**INPUT RECORDS**
☆ ☆ ☆ ☆ ☆

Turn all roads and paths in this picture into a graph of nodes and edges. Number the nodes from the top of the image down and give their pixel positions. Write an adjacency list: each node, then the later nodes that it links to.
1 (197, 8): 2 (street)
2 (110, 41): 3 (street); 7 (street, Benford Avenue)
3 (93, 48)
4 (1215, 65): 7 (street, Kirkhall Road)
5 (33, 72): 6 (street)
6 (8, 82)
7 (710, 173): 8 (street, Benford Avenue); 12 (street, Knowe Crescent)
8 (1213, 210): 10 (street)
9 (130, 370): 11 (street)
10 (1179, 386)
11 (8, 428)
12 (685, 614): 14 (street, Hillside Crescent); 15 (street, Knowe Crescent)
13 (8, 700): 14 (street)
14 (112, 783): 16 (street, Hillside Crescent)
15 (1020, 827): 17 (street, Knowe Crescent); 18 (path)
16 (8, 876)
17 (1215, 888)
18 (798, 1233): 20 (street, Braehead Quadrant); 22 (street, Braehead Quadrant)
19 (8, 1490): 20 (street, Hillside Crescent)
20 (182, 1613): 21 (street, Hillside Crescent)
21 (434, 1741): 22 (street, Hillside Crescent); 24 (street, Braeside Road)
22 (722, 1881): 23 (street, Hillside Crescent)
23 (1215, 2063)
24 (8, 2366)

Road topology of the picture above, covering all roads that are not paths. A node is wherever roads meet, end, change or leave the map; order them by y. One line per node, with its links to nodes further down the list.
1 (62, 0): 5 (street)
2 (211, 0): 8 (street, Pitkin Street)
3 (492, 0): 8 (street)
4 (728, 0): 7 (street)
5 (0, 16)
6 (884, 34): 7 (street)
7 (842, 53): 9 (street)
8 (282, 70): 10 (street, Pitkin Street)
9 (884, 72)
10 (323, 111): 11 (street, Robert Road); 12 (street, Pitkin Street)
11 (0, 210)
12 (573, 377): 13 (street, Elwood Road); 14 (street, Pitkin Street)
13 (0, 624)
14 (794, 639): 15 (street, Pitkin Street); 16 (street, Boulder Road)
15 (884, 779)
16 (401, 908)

☆ ☆ ☆ ☆ ☆

**ASSIGNED TASK**
For the lines from the one containing "Road topology of" through the end of the listing above, output each exactly and leave out the rest.

**TASK OUTPUT**
Road topology of the picture above, covering all roads that are not paths. A node is wherever roads meet, end, change or leave the map; order them by y. One line per node, with its links to nodes further down the list.
1 (62, 0): 5 (street)
2 (211, 0): 8 (street, Pitkin Street)
3 (492, 0): 8 (street)
4 (728, 0): 7 (street)
5 (0, 16)
6 (884, 34): 7 (street)
7 (842, 53): 9 (street)
8 (282, 70): 10 (street, Pitkin Street)
9 (884, 72)
10 (323, 111): 11 (street, Robert Road); 12 (street, Pitkin Street)
11 (0, 210)
12 (573, 377): 13 (street, Elwood Road); 14 (street, Pitkin Street)
13 (0, 624)
14 (794, 639): 15 (street, Pitkin Street); 16 (street, Boulder Road)
15 (884, 779)
16 (401, 908)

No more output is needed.